▸ **EXERCISE**
Go through the listing below and state how many of its lines include "JSON". Write only that number.

▸ **SOURCE INFORMATION**
Start of Block

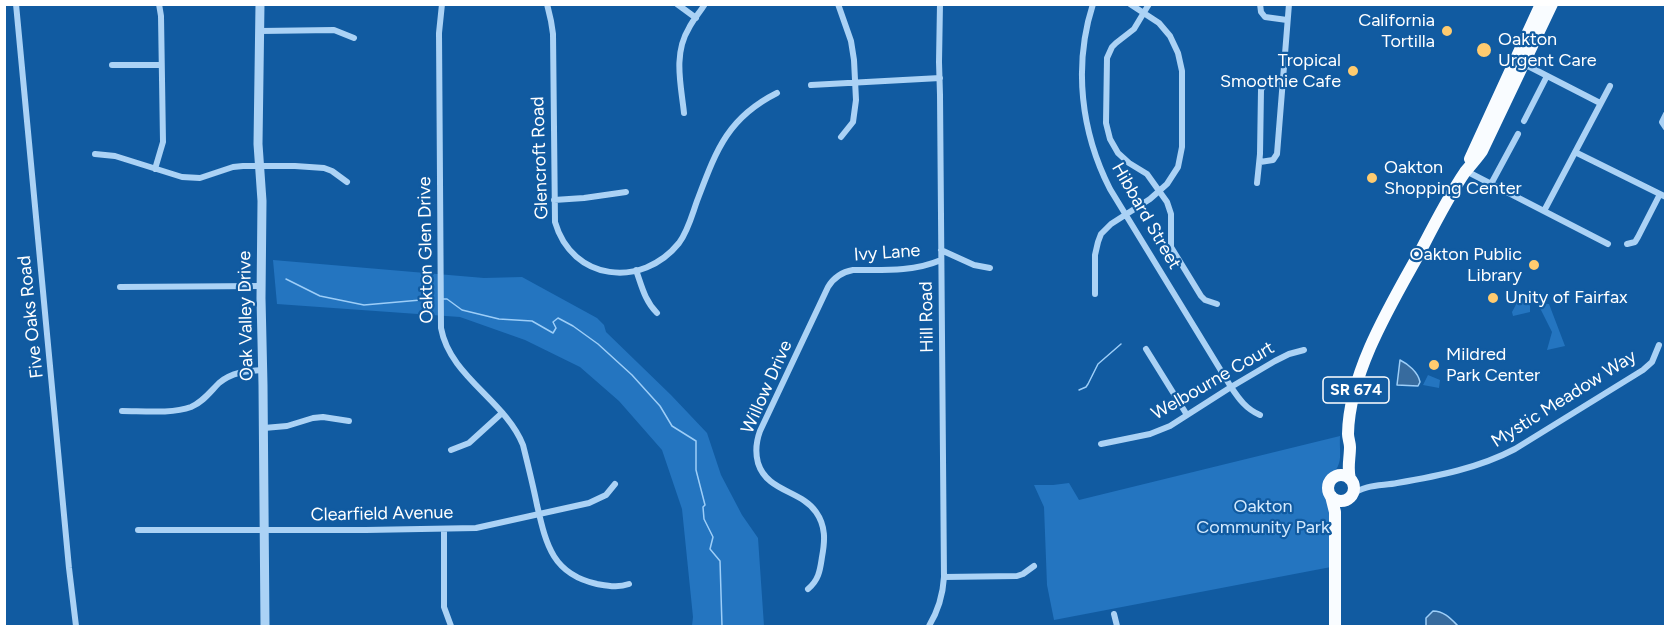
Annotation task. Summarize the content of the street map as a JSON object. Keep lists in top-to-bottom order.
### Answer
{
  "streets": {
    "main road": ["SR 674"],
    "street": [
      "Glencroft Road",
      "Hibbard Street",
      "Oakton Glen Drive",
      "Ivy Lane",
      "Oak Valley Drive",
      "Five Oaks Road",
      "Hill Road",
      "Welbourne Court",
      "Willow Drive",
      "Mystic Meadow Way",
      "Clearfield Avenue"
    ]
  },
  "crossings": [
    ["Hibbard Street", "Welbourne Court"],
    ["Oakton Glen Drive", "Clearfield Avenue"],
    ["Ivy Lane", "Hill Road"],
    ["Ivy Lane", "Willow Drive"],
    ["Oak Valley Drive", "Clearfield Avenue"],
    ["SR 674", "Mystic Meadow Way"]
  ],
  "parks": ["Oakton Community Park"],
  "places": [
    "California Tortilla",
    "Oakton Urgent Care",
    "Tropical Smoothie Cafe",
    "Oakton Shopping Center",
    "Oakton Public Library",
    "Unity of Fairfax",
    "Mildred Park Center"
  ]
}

End of Block
Start of Block

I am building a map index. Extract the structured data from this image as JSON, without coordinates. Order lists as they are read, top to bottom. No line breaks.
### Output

End of Block

▸ **EXERCISE SOLUTION**
2